> **Task item**
When copying the data, keep every line exactly the same.

> **Data for this exercise**
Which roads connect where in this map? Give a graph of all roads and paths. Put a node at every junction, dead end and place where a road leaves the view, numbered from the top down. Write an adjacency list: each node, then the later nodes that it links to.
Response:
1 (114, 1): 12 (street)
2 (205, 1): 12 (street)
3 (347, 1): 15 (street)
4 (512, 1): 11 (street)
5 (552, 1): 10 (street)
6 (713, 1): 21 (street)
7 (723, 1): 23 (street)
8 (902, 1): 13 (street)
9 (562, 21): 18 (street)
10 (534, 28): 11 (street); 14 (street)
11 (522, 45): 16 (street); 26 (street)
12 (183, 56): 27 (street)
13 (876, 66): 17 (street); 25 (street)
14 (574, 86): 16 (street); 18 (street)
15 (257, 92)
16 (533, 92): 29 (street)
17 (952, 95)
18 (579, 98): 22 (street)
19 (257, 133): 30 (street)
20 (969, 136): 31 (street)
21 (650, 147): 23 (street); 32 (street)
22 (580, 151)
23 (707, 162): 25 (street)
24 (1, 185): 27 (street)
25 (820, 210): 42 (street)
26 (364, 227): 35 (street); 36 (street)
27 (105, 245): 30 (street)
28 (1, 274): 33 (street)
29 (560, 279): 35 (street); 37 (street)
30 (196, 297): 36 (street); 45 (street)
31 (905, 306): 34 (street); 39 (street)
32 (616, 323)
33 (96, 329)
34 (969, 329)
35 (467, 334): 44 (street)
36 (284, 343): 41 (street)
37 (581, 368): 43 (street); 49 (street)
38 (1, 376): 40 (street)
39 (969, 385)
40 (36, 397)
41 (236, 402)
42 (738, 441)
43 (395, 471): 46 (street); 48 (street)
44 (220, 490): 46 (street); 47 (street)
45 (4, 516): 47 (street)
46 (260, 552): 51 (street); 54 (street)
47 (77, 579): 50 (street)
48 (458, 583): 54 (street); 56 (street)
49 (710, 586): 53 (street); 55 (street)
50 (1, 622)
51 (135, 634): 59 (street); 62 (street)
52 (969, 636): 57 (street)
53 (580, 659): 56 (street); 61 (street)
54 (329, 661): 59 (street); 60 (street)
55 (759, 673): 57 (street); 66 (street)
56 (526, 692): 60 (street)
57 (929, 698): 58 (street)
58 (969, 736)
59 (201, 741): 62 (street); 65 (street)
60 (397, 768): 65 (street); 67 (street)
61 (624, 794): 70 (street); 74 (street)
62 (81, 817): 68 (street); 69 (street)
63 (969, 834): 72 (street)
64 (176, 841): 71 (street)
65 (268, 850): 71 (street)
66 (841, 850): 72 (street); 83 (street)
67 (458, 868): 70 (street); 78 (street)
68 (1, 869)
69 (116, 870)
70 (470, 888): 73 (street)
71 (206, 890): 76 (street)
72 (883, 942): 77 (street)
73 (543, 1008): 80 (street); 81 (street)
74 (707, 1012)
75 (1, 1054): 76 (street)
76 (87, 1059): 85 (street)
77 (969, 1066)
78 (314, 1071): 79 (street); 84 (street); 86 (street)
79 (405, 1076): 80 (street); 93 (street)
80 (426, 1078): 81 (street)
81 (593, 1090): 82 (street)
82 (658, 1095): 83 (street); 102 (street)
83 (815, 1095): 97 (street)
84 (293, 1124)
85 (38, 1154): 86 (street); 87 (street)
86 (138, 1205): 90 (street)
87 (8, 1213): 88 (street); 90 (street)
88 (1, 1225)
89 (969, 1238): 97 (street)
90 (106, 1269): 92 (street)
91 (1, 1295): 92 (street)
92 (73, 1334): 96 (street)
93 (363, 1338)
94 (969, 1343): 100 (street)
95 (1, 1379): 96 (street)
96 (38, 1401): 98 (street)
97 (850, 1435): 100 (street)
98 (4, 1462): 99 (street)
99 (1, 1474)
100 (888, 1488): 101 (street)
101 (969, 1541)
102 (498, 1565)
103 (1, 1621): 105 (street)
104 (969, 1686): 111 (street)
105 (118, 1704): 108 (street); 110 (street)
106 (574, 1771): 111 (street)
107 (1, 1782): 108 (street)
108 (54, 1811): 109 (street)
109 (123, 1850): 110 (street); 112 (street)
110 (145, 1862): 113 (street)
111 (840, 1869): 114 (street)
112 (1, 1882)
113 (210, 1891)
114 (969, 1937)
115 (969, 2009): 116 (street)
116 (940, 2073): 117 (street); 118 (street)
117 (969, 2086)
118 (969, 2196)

> **Output for this task**
Which roads connect where in this map? Give a graph of all roads and paths. Put a node at every junction, dead end and place where a road leaves the view, numbered from the top down. Write an adjacency list: each node, then the later nodes that it links to.
Response:
1 (114, 1): 12 (street)
2 (205, 1): 12 (street)
3 (347, 1): 15 (street)
4 (512, 1): 11 (street)
5 (552, 1): 10 (street)
6 (713, 1): 21 (street)
7 (723, 1): 23 (street)
8 (902, 1): 13 (street)
9 (562, 21): 18 (street)
10 (534, 28): 11 (street); 14 (street)
11 (522, 45): 16 (street); 26 (street)
12 (183, 56): 27 (street)
13 (876, 66): 17 (street); 25 (street)
14 (574, 86): 16 (street); 18 (street)
15 (257, 92)
16 (533, 92): 29 (street)
17 (952, 95)
18 (579, 98): 22 (street)
19 (257, 133): 30 (street)
20 (969, 136): 31 (street)
21 (650, 147): 23 (street); 32 (street)
22 (580, 151)
23 (707, 162): 25 (street)
24 (1, 185): 27 (street)
25 (820, 210): 42 (street)
26 (364, 227): 35 (street); 36 (street)
27 (105, 245): 30 (street)
28 (1, 274): 33 (street)
29 (560, 279): 35 (street); 37 (street)
30 (196, 297): 36 (street); 45 (street)
31 (905, 306): 34 (street); 39 (street)
32 (616, 323)
33 (96, 329)
34 (969, 329)
35 (467, 334): 44 (street)
36 (284, 343): 41 (street)
37 (581, 368): 43 (street); 49 (street)
38 (1, 376): 40 (street)
39 (969, 385)
40 (36, 397)
41 (236, 402)
42 (738, 441)
43 (395, 471): 46 (street); 48 (street)
44 (220, 490): 46 (street); 47 (street)
45 (4, 516): 47 (street)
46 (260, 552): 51 (street); 54 (street)
47 (77, 579): 50 (street)
48 (458, 583): 54 (street); 56 (street)
49 (710, 586): 53 (street); 55 (street)
50 (1, 622)
51 (135, 634): 59 (street); 62 (street)
52 (969, 636): 57 (street)
53 (580, 659): 56 (street); 61 (street)
54 (329, 661): 59 (street); 60 (street)
55 (759, 673): 57 (street); 66 (street)
56 (526, 692): 60 (street)
57 (929, 698): 58 (street)
58 (969, 736)
59 (201, 741): 62 (street); 65 (street)
60 (397, 768): 65 (street); 67 (street)
61 (624, 794): 70 (street); 74 (street)
62 (81, 817): 68 (street); 69 (street)
63 (969, 834): 72 (street)
64 (176, 841): 71 (street)
65 (268, 850): 71 (street)
66 (841, 850): 72 (street); 83 (street)
67 (458, 868): 70 (street); 78 (street)
68 (1, 869)
69 (116, 870)
70 (470, 888): 73 (street)
71 (206, 890): 76 (street)
72 (883, 942): 77 (street)
73 (543, 1008): 80 (street); 81 (street)
74 (707, 1012)
75 (1, 1054): 76 (street)
76 (87, 1059): 85 (street)
77 (969, 1066)
78 (314, 1071): 79 (street); 84 (street); 86 (street)
79 (405, 1076): 80 (street); 93 (street)
80 (426, 1078): 81 (street)
81 (593, 1090): 82 (street)
82 (658, 1095): 83 (street); 102 (street)
83 (815, 1095): 97 (street)
84 (293, 1124)
85 (38, 1154): 86 (street); 87 (street)
86 (138, 1205): 90 (street)
87 (8, 1213): 88 (street); 90 (street)
88 (1, 1225)
89 (969, 1238): 97 (street)
90 (106, 1269): 92 (street)
91 (1, 1295): 92 (street)
92 (73, 1334): 96 (street)
93 (363, 1338)
94 (969, 1343): 100 (street)
95 (1, 1379): 96 (street)
96 (38, 1401): 98 (street)
97 (850, 1435): 100 (street)
98 (4, 1462): 99 (street)
99 (1, 1474)
100 (888, 1488): 101 (street)
101 (969, 1541)
102 (498, 1565)
103 (1, 1621): 105 (street)
104 (969, 1686): 111 (street)
105 (118, 1704): 108 (street); 110 (street)
106 (574, 1771): 111 (street)
107 (1, 1782): 108 (street)
108 (54, 1811): 109 (street)
109 (123, 1850): 110 (street); 112 (street)
110 (145, 1862): 113 (street)
111 (840, 1869): 114 (street)
112 (1, 1882)
113 (210, 1891)
114 (969, 1937)
115 (969, 2009): 116 (street)
116 (940, 2073): 117 (street); 118 (street)
117 (969, 2086)
118 (969, 2196)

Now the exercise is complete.